= TASK STATEMENT =
Please return all of the data exactly as written.

= Saved data entries =
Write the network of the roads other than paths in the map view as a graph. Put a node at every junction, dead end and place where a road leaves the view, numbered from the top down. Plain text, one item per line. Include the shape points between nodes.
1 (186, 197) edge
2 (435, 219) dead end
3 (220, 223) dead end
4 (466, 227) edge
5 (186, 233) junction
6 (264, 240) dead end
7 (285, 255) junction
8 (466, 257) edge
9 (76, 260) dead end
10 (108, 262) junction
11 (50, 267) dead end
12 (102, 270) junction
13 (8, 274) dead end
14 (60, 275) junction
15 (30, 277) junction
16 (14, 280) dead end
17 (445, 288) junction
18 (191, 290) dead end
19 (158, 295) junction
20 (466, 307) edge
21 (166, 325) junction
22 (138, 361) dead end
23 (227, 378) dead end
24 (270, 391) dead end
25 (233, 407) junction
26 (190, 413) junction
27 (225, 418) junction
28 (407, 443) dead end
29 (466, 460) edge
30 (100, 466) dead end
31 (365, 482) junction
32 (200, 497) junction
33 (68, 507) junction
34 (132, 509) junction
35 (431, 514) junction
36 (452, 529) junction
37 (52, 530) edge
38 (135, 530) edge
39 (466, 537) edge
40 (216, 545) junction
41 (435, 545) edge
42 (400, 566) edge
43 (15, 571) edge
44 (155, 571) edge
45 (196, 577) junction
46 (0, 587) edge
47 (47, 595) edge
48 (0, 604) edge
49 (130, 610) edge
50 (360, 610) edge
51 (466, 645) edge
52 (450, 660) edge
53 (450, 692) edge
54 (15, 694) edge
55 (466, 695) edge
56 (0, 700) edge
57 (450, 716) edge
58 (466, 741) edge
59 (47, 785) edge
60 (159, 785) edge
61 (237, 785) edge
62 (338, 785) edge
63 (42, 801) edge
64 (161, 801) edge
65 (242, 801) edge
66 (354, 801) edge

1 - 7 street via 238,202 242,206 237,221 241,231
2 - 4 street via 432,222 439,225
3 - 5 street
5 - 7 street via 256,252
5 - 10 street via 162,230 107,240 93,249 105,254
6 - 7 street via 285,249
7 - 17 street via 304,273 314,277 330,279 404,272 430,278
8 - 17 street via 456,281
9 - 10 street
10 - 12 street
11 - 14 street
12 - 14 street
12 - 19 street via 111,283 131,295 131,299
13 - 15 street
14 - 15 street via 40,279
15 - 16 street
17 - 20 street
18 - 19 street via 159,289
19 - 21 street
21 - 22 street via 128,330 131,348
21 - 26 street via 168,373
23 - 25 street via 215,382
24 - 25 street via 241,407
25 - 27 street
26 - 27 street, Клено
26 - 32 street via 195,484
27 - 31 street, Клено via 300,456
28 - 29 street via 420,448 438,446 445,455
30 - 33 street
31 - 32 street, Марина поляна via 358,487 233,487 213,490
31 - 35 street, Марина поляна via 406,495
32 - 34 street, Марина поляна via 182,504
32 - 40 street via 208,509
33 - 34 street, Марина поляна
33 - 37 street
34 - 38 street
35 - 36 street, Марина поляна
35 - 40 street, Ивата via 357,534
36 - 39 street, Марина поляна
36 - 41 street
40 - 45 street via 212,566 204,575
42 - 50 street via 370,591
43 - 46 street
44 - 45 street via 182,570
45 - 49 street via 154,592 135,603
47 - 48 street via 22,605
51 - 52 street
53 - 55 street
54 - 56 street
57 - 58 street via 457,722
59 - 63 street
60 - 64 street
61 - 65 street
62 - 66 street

= YOUR SOLUTION =
Write the network of the roads other than paths in the map view as a graph. Put a node at every junction, dead end and place where a road leaves the view, numbered from the top down. Plain text, one item per line. Include the shape points between nodes.
1 (186, 197) edge
2 (435, 219) dead end
3 (220, 223) dead end
4 (466, 227) edge
5 (186, 233) junction
6 (264, 240) dead end
7 (285, 255) junction
8 (466, 257) edge
9 (76, 260) dead end
10 (108, 262) junction
11 (50, 267) dead end
12 (102, 270) junction
13 (8, 274) dead end
14 (60, 275) junction
15 (30, 277) junction
16 (14, 280) dead end
17 (445, 288) junction
18 (191, 290) dead end
19 (158, 295) junction
20 (466, 307) edge
21 (166, 325) junction
22 (138, 361) dead end
23 (227, 378) dead end
24 (270, 391) dead end
25 (233, 407) junction
26 (190, 413) junction
27 (225, 418) junction
28 (407, 443) dead end
29 (466, 460) edge
30 (100, 466) dead end
31 (365, 482) junction
32 (200, 497) junction
33 (68, 507) junction
34 (132, 509) junction
35 (431, 514) junction
36 (452, 529) junction
37 (52, 530) edge
38 (135, 530) edge
39 (466, 537) edge
40 (216, 545) junction
41 (435, 545) edge
42 (400, 566) edge
43 (15, 571) edge
44 (155, 571) edge
45 (196, 577) junction
46 (0, 587) edge
47 (47, 595) edge
48 (0, 604) edge
49 (130, 610) edge
50 (360, 610) edge
51 (466, 645) edge
52 (450, 660) edge
53 (450, 692) edge
54 (15, 694) edge
55 (466, 695) edge
56 (0, 700) edge
57 (450, 716) edge
58 (466, 741) edge
59 (47, 785) edge
60 (159, 785) edge
61 (237, 785) edge
62 (338, 785) edge
63 (42, 801) edge
64 (161, 801) edge
65 (242, 801) edge
66 (354, 801) edge

1 - 7 street via 238,202 242,206 237,221 241,231
2 - 4 street via 432,222 439,225
3 - 5 street
5 - 7 street via 256,252
5 - 10 street via 162,230 107,240 93,249 105,254
6 - 7 street via 285,249
7 - 17 street via 304,273 314,277 330,279 404,272 430,278
8 - 17 street via 456,281
9 - 10 street
10 - 12 street
11 - 14 street
12 - 14 street
12 - 19 street via 111,283 131,295 131,299
13 - 15 street
14 - 15 street via 40,279
15 - 16 street
17 - 20 street
18 - 19 street via 159,289
19 - 21 street
21 - 22 street via 128,330 131,348
21 - 26 street via 168,373
23 - 25 street via 215,382
24 - 25 street via 241,407
25 - 27 street
26 - 27 street, Клено
26 - 32 street via 195,484
27 - 31 street, Клено via 300,456
28 - 29 street via 420,448 438,446 445,455
30 - 33 street
31 - 32 street, Марина поляна via 358,487 233,487 213,490
31 - 35 street, Марина поляна via 406,495
32 - 34 street, Марина поляна via 182,504
32 - 40 street via 208,509
33 - 34 street, Марина поляна
33 - 37 street
34 - 38 street
35 - 36 street, Марина поляна
35 - 40 street, Ивата via 357,534
36 - 39 street, Марина поляна
36 - 41 street
40 - 45 street via 212,566 204,575
42 - 50 street via 370,591
43 - 46 street
44 - 45 street via 182,570
45 - 49 street via 154,592 135,603
47 - 48 street via 22,605
51 - 52 street
53 - 55 street
54 - 56 street
57 - 58 street via 457,722
59 - 63 street
60 - 64 street
61 - 65 street
62 - 66 street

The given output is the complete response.